NNGRY - NN Group: Unexpected Ruling Puts Provisions In The Spotlight

2023-11-14 13:06:29 ET

Summary

  • NN Group has experienced growth and increased shareholder returns since its spin-off from ING Group.
  • Ongoing litigation regarding unit-linked securities has significantly affected NN Group's share price.
  • The company faces uncertainty and potential provisions for litigation, which will be clarified in the 2H23 results presentation in February 2024.
  • Freezing the dividend and suspending share buybacks will allow management to continue rewarding shareholders while building a provision for a potential adverse outcome of the litigation.
  • In February 2024, management will give an update, meaning uncertainty will linger thereby putting pressure on the stock.

Since NN Group ( NNGPF ) ( NNGRY ) was spun-off its former parent ING Group ( ING ) ( INGVF ) , the company has grown and increased shareholder returns. Nevertheless ongoing litigation concerning unit-linked securities has significantly affected the share price in recent weeks.

The reduction in share price has given the dividend yield a boost with the forward yield topping 9 percent. On the downside, estimates for the cost of litigation, in case of an adverse ruling for NN Group, vary from €390 million to €4.7Bn.

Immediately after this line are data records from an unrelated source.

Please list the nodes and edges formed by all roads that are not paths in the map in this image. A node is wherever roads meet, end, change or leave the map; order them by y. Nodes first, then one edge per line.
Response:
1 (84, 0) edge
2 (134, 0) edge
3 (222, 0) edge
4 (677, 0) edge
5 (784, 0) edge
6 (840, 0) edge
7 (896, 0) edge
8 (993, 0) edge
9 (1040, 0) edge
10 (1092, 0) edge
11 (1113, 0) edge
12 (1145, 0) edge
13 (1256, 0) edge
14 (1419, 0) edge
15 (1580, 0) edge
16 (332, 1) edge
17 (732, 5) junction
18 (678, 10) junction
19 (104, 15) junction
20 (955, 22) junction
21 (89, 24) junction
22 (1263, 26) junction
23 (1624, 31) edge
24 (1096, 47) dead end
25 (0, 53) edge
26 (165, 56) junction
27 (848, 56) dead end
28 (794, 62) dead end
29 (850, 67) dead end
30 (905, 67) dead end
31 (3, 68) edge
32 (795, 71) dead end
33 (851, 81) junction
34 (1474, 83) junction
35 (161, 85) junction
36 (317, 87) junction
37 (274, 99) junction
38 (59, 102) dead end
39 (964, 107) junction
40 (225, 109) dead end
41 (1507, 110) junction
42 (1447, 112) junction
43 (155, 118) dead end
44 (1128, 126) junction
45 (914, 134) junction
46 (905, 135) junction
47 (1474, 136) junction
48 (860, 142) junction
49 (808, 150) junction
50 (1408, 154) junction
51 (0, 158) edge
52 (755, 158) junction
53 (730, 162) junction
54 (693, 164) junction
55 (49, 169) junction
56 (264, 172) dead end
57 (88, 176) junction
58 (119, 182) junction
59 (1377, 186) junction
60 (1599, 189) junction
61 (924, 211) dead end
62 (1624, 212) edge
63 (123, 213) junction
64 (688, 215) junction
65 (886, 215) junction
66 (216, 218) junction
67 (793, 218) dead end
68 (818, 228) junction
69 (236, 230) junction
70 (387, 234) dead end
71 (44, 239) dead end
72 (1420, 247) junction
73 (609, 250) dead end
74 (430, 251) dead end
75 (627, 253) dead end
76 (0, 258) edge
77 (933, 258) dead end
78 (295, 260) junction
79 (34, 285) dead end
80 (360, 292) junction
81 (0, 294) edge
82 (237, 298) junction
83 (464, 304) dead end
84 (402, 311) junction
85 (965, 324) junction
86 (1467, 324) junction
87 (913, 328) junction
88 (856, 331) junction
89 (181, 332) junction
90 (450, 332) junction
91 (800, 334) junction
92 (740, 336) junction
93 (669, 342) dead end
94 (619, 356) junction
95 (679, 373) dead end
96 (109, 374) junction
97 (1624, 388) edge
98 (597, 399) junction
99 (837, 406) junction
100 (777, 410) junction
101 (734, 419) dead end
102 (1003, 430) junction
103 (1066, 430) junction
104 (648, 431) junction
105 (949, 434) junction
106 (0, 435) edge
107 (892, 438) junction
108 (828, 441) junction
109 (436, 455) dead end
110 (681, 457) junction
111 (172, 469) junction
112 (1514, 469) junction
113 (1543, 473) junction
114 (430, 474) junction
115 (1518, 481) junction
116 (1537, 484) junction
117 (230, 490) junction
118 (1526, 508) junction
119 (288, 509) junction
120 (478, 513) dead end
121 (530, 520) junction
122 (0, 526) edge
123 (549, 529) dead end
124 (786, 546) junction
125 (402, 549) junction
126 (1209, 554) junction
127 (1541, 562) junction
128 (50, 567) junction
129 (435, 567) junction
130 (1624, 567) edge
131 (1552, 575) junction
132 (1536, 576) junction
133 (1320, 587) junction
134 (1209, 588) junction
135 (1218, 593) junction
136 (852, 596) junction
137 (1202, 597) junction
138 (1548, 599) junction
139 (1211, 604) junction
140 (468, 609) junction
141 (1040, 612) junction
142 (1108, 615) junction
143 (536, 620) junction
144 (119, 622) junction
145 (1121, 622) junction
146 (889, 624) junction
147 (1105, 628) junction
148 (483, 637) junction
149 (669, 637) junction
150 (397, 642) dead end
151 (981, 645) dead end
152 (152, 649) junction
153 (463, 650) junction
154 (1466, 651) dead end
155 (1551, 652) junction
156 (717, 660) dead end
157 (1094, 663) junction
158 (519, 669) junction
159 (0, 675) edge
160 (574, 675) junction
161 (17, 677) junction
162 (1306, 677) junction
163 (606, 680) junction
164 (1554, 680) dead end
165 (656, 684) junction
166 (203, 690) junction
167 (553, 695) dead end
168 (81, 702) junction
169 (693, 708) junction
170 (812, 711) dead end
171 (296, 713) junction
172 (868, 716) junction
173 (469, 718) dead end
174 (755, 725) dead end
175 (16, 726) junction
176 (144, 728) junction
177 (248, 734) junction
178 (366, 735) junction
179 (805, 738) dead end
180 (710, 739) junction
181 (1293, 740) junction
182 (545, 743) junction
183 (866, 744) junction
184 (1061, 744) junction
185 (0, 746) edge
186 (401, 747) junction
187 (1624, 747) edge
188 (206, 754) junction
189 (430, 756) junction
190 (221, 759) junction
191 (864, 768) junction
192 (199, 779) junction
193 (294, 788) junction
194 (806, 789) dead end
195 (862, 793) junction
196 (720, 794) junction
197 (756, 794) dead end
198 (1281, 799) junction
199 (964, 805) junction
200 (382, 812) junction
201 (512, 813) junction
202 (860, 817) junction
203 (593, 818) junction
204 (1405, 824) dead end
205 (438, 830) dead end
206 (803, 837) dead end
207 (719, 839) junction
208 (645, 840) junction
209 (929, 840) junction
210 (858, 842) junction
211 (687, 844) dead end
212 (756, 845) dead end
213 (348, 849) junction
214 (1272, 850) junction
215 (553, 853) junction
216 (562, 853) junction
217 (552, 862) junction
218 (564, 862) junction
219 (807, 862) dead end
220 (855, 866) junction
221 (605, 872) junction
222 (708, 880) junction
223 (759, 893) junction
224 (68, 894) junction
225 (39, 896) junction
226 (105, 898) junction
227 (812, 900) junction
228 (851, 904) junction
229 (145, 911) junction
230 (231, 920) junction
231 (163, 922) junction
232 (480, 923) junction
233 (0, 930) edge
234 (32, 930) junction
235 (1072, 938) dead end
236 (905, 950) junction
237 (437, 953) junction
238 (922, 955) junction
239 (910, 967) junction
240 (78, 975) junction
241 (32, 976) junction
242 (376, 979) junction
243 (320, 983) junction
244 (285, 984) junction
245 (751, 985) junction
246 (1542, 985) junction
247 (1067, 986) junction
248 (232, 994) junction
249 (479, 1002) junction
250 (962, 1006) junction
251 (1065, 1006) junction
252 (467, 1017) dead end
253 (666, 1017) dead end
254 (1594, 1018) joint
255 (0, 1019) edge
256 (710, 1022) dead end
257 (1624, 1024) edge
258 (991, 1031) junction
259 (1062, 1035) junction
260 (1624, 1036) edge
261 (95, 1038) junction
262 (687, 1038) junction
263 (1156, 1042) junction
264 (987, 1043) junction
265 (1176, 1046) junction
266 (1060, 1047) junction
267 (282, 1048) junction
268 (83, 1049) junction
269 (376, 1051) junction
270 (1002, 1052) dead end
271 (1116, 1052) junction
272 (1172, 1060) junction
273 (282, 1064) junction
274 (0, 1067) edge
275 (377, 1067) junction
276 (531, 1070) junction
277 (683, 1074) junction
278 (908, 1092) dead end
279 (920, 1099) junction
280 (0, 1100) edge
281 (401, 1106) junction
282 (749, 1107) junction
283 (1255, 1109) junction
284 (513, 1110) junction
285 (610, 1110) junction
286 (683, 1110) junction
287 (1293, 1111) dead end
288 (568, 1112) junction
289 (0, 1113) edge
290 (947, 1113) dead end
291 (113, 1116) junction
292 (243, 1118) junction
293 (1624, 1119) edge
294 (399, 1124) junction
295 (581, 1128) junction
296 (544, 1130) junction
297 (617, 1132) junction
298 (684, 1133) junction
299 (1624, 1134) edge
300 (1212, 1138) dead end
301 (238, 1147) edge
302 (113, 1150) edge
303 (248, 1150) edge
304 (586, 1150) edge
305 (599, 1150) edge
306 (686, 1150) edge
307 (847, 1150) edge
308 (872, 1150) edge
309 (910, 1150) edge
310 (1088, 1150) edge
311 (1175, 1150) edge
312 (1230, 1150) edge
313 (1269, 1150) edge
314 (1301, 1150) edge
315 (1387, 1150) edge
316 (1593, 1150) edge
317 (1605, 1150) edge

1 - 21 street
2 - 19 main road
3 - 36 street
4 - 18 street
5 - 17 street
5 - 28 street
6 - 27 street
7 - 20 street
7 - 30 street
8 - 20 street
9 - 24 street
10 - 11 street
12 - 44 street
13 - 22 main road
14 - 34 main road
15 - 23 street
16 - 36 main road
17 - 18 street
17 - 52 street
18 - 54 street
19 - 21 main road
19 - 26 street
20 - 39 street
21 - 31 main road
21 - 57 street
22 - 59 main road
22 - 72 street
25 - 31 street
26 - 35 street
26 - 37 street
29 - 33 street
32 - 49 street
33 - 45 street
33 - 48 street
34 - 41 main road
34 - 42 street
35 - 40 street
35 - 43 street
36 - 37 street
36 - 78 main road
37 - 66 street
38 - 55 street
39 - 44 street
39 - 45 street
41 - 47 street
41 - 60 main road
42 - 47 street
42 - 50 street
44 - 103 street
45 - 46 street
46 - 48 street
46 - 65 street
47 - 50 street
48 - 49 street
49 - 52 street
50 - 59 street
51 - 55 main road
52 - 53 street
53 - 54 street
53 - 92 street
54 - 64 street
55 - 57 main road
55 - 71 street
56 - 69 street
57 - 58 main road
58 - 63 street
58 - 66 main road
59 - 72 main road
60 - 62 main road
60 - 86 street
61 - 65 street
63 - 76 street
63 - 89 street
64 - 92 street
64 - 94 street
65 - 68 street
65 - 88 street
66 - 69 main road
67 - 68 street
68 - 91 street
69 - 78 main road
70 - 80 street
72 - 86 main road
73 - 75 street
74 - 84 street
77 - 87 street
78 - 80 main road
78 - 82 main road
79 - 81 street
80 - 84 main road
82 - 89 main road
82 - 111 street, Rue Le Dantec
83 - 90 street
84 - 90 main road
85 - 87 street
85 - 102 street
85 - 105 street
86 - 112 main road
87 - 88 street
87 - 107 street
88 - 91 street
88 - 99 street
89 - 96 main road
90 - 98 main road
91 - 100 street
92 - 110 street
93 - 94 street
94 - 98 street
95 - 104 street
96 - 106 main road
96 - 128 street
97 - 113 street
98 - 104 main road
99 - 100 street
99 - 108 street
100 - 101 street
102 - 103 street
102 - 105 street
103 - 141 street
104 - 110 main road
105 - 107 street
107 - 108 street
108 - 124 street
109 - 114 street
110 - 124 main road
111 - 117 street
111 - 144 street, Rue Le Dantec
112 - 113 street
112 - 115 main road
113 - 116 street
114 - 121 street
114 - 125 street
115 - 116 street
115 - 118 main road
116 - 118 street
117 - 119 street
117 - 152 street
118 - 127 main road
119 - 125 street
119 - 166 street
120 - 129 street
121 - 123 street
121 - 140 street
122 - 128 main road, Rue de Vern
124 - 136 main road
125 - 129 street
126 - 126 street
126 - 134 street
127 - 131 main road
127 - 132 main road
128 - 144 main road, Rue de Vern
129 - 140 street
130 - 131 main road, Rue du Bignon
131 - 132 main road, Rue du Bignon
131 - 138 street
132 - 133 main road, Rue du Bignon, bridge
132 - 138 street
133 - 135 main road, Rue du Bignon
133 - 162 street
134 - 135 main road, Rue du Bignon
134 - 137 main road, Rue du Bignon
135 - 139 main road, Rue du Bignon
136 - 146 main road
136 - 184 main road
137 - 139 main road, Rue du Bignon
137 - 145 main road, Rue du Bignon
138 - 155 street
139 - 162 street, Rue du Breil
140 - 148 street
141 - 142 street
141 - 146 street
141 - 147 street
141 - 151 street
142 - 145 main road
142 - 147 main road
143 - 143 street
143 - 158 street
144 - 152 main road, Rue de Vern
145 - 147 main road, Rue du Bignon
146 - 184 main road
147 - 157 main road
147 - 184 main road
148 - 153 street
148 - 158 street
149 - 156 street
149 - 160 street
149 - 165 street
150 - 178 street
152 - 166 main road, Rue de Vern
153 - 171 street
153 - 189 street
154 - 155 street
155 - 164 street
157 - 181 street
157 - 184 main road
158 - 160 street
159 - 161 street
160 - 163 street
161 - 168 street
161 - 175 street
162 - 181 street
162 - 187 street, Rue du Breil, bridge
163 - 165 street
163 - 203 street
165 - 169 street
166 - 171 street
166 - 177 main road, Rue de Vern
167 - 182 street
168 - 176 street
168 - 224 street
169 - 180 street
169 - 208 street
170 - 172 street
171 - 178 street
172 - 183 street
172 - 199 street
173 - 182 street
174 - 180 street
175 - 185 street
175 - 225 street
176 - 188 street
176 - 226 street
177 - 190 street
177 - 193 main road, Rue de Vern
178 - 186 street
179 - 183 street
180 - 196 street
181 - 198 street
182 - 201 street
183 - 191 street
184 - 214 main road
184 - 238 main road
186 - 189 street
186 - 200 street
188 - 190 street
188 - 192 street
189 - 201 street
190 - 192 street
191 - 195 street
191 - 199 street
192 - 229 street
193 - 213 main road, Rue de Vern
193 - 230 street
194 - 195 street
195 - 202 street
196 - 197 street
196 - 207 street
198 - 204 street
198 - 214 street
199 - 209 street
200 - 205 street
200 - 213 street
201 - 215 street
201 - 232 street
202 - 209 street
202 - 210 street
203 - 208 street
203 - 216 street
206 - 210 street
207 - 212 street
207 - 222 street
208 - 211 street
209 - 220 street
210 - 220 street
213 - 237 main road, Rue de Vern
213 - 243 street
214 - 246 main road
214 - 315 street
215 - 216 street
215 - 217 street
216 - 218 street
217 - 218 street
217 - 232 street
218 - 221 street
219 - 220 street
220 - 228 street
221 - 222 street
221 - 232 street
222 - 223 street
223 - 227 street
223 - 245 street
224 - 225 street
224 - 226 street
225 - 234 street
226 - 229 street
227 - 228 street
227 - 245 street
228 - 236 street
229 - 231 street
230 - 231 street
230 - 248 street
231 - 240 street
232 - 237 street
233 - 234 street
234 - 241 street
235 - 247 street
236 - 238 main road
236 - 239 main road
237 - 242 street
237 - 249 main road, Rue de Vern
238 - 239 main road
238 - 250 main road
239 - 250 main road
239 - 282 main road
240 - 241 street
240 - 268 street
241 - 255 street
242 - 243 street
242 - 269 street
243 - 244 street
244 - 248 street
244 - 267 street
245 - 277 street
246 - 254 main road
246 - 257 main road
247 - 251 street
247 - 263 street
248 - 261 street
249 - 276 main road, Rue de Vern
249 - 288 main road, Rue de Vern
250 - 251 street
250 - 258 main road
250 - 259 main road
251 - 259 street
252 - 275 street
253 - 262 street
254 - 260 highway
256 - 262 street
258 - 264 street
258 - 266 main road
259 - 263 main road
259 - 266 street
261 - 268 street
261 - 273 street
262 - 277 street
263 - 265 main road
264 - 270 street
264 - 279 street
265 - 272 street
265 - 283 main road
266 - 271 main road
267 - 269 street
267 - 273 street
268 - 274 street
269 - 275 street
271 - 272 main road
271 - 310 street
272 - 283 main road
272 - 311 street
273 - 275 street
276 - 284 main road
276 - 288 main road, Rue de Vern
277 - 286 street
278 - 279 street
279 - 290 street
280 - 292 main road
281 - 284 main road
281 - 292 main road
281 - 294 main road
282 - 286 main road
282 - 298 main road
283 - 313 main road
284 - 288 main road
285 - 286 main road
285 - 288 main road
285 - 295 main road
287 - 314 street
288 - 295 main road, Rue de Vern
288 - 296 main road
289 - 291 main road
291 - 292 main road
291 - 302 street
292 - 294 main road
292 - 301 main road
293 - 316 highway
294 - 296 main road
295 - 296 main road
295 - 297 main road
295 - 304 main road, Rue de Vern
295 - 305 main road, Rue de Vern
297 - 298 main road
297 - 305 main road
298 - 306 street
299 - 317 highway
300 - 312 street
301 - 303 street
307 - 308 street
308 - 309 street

How management will perform the balancing act between shareholder returns and provisions for litigation will become clear on the 29 th of February 2024 when the 2H23 results are presented. Until then, the dividend seems appealing but the uncertainty brought by ongoing litigation will linger. Although the risk appears manageable, short term the stock will likely trade lower.

Company overview

During the Great Financial Crises the Dutch financial conglomerate ING Group received support from the Dutch government to shore up the balance sheet. One of the conditions for this support was the spin-off of insurance and investment banking activities by ING. This business segment was therefore made a separate entity and on the 2 nd of July NN Group became listed. Two years later ING had divested the entire shareholding in the group.

As such, the NN Group has a relative brief history on the stock market and many key positions are held by former ING staff. For example, until 2019, the company was run by CEO Lard Friese who held various position in the insurance sector before landing at ING. The current CEO, David Knibbe, took over the helm in 2019 and spent his entire career at ING until the NN Group spin-off.

Secondly, in spite of a presence in Europe and Japan, the company pre-dominantly operates in the Dutch market. Figure 1 shows a customer base spread over 11 countries, but this view requires nuance.

Figure 1 - Company overview, annual report 2022 (nn-group.com)

If the Operating Capital Generation [OCG] is assessed, it follows about three quarter of capital is generated in the Netherlands. The other quarter is generated from the presence in 10 other countries. To pursue growth, investments will have to be done outside of the Netherlands as that market is rather saturated. In this respect it must be noted NN Group took over the business activities of MetLife ( MET ) in Poland and Greece.

Figure 2 - Operating Capital Generation per business segment based on 1H23 OCG, Company Profile August 2023 (nn-group.com)

Cash cow

The notion growth must come from other geographies than the Netherlands is further substantiated by the targets, see figure 3. The aim is to drive strong cashflow in the Dutch home market and invest for profitable growth in Europe and Japan.

Figure 3 - 2025 Financial targets, Company Profile August 2023 (nn-group.com)

As it stands, the ambitious financial targets seem well within reach if the 1H23 performance is referenced, see figure 4. Total generation is about €1Bn for the first half of the year and the performance of each and every business segment aligns with the targets as well.

Figure 4 - 1H23 Operating Capital Generation per business segment, 1H23 results presentation (nn-group.com)

Either 2023 is a year with massive tailwinds, or the company has been relatively modest settings its targets. If the comments accompanying the 1H23 performance in figure 4 are taken as reference, there are some positives but to speak of massive tailwinds would be an exaggeration. In this respect, the OCG goals set by management appear not so ambitious.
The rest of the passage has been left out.